Cai na tua caixa de entrada, clicas em eliminar, qual é o problema?
Um jogo internacional do gato e do rato, em que a tua caixa de entrada, e aquilo que nela cai, está na linha da frente enquanto as grandes tecnológicas, as agências governamentais e as organizações criminosas travam uma batalha pela tua segurança, pela tua atenção e pela tua conta bancária.
A segunda perspetiva pode soar dramática, mas se te poupar algumas dores de cabeça e talvez até algum dinheiro, vale a pena percebê-la, certo?
Bem… tudo começa com uma piada sobre uma lata de carne enlatada.
O que é um email de spam e porque se chama spam?
Há muitas coisas que o spam pode ser: anúncios, burlas, newsletters de lixo, a lista continua. Mas a única coisa que o spam não é, é convidado. Como um enxame de mosquitos a chegar à primeira menção do verão, o spam chega quase sempre em massa. É não solicitado, indesejado e bastante irritante.
Mas porque partilha o nome com uma lata de carne enlatada feita de pá de porco e fiambre? Por isso, temos de agradecer a um famoso sketch dos Monty Python, em que a palavra “spam” era repetida vezes sem conta, quase até à loucura. Isso consolidou “spam” como símbolo do incessante e do indesejado. Em 1993, um utilizador experiente da internet pegou nesta ideia e descreveu uma enxurrada de publicações repetidas como spam e, voilà, o nome pegou.
Mas, apesar das suas origens peculiares, a própria palavra não capta quão prejudicial o spam pode ser – nem quão difícil é livrarmo-nos dele. Tal como os mosquitos, os emails de spam transportam muitas vezes materiais perigosos que podem causar estragos nos teus dispositivos. Sem falar do risco para os teus dados pessoais e da enxaqueca que pode surgir quando a tua caixa de entrada é inundada por anúncios duvidosos. Mas compreender a história ajuda. Se perceberes como o spam encontra o caminho até à tua caixa de entrada, farás um melhor trabalho a mantê-lo de fora.
Tipo de spam | Exemplo |
Spam publicitário | Emails promocionais |
Phishing | Emails falsos de início de sessão bancário |
Spam com malware | Anexos maliciosos |
Emails de burla | Burlas falsas de lotaria ou herança |
Quando foi enviado o primeiro email de spam?

Então, de onde vem o spam por email? Talvez te surpreenda saber que o primeiro email de spam foi enviado antes de a internet sequer existir. Não veio de um grupo criminoso obscuro, veio de um único profissional de marketing a tentar vender uma nova linha de computadores e, acredita ou não, rendeu milhões.
Em 1978, o gestor de marketing Gary Thuerk enviou um email a cerca de 400 pessoas através da ARPANET, a rede militar que existia antes da internet.

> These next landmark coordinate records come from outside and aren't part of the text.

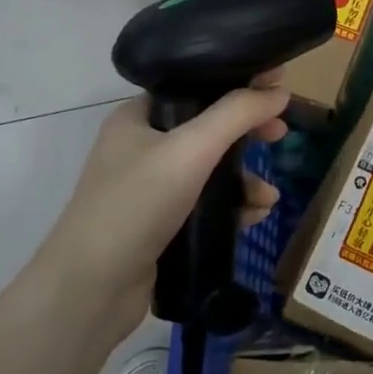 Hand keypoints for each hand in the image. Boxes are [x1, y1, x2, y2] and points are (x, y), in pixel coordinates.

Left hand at [36, 79, 288, 320]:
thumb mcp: (191, 149)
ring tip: (268, 197)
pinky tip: (254, 216)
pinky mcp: (160, 225)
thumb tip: (279, 91)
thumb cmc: (136, 204)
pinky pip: (206, 204)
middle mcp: (141, 148)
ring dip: (244, 179)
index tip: (276, 88)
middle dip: (247, 134)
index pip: (194, 87)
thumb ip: (237, 115)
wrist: (92, 289)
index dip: (236, 84)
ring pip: (210, 170)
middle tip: (280, 135)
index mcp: (137, 118)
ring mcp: (149, 189)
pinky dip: (232, 207)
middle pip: (208, 129)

A sua mensagem era um convite para uma apresentação dos novos computadores DECSYSTEM-20. O email gerou cerca de 13 milhões de dólares em vendas, mas também irritou quase toda a gente que o recebeu.

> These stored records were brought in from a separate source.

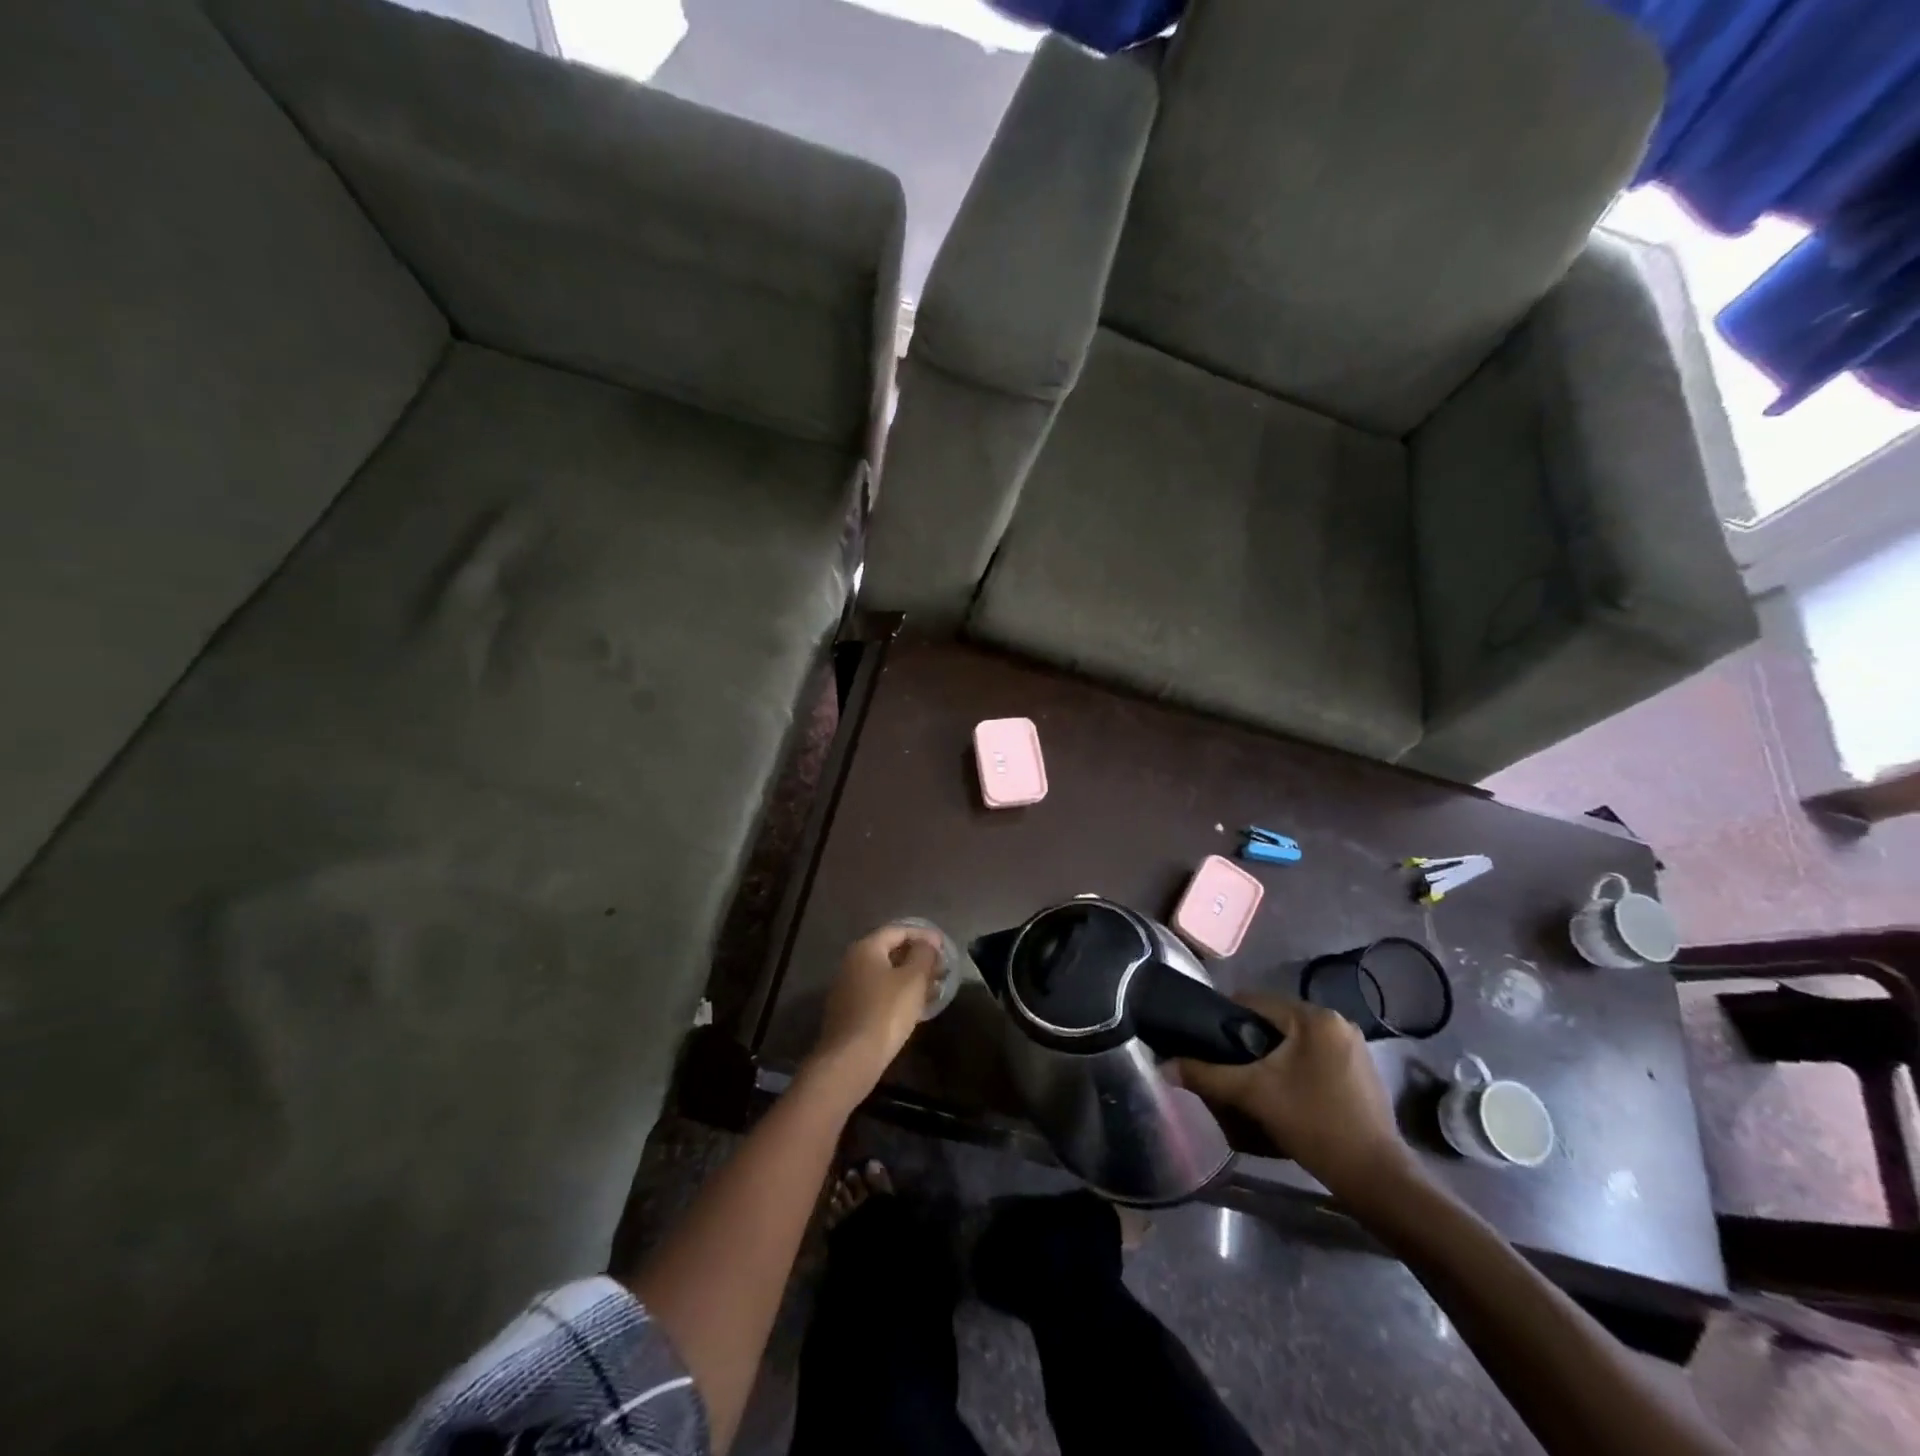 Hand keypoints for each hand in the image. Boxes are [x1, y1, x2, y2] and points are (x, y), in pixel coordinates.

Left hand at [805, 924, 943, 1099]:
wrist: (851, 1058)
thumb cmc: (886, 1011)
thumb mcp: (913, 979)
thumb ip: (924, 954)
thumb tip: (928, 942)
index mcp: (866, 948)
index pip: (898, 930)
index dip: (923, 935)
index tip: (944, 946)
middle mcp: (852, 962)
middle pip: (890, 952)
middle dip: (918, 958)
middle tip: (941, 968)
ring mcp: (847, 988)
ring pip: (885, 975)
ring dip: (910, 978)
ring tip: (934, 988)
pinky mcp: (849, 1011)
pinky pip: (878, 993)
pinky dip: (898, 994)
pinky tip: (915, 1007)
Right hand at [1176, 995, 1417, 1204]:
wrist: (1375, 1178)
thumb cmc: (1313, 1123)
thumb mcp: (1252, 1095)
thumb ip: (1206, 1075)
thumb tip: (1164, 1066)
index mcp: (1314, 1016)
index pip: (1254, 1001)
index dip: (1225, 1018)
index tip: (1207, 1041)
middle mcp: (1338, 1022)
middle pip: (1276, 1021)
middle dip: (1249, 1041)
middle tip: (1228, 1068)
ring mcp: (1355, 1048)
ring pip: (1296, 1041)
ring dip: (1272, 1056)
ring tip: (1253, 1084)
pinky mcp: (1363, 1072)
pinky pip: (1316, 1057)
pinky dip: (1296, 1069)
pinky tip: (1286, 1095)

A parte mais interessante desta história da história do spam não é quando o email foi enviado, mas sim a faca de dois gumes por detrás do spam por email. Por um lado, há quantidades astronómicas de dinheiro a ganhar com anúncios enviados a centenas, milhares ou até milhões de pessoas. Mas o spam é, muito obviamente, irritante. Infelizmente, esta é a relação de atração e repulsão que vai acompanhar o spam ao longo da sua história turbulenta.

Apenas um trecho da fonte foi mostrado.